== Work to complete ==
When a line of the entries contains "roads", please list that line.

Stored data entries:
____
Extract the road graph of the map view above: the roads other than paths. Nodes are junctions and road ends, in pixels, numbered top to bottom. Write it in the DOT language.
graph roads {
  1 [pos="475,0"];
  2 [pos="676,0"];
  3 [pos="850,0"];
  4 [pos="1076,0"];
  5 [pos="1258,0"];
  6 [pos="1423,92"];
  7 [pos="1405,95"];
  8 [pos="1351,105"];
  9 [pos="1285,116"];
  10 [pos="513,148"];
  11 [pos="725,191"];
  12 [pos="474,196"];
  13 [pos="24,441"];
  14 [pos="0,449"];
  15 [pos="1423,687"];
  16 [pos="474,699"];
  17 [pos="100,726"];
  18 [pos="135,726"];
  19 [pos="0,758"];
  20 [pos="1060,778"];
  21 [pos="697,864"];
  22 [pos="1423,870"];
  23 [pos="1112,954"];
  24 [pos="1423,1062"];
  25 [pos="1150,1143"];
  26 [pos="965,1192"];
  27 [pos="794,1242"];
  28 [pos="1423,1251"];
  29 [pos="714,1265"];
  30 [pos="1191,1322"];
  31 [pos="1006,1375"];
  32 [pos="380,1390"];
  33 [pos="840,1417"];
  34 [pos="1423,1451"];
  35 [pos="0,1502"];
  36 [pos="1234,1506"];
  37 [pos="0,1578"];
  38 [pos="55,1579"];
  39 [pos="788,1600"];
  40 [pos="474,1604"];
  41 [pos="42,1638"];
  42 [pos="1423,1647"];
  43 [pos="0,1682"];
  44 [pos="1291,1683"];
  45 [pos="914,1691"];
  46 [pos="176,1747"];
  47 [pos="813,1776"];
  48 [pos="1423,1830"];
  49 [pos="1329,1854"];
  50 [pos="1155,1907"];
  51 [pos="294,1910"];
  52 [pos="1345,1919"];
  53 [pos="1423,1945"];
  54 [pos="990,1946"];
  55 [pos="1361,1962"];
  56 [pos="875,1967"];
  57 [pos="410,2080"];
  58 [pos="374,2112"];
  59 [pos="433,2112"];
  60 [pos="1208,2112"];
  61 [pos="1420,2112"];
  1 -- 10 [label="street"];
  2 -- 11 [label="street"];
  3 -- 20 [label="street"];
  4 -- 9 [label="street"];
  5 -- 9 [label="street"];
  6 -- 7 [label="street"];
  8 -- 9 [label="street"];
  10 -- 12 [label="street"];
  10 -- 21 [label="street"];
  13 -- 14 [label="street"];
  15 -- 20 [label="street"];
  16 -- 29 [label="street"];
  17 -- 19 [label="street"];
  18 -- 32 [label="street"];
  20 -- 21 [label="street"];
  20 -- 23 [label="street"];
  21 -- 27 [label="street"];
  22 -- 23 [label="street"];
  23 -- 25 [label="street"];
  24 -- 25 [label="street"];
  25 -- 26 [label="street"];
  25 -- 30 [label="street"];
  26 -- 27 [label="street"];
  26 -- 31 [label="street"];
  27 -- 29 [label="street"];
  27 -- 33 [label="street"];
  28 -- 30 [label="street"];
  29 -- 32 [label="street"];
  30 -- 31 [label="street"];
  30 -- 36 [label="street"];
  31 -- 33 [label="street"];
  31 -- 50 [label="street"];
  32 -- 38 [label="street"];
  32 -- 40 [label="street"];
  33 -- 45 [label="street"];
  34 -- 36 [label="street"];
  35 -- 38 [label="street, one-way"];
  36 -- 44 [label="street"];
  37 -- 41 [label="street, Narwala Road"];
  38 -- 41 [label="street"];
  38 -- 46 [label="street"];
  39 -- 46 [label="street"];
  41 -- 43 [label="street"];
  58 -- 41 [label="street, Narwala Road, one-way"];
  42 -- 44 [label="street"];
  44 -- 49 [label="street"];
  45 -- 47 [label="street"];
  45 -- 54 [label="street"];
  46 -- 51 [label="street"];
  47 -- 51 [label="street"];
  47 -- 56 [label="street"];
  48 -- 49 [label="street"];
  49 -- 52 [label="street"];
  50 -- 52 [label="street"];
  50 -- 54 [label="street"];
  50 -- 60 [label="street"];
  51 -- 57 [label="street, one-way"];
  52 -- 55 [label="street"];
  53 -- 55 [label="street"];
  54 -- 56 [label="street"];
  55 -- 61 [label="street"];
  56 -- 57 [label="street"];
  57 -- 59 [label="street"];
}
____
== Your solution ==
Extract the road graph of the map view above: the roads other than paths. Nodes are junctions and road ends, in pixels, numbered top to bottom. Write it in the DOT language.
graph roads {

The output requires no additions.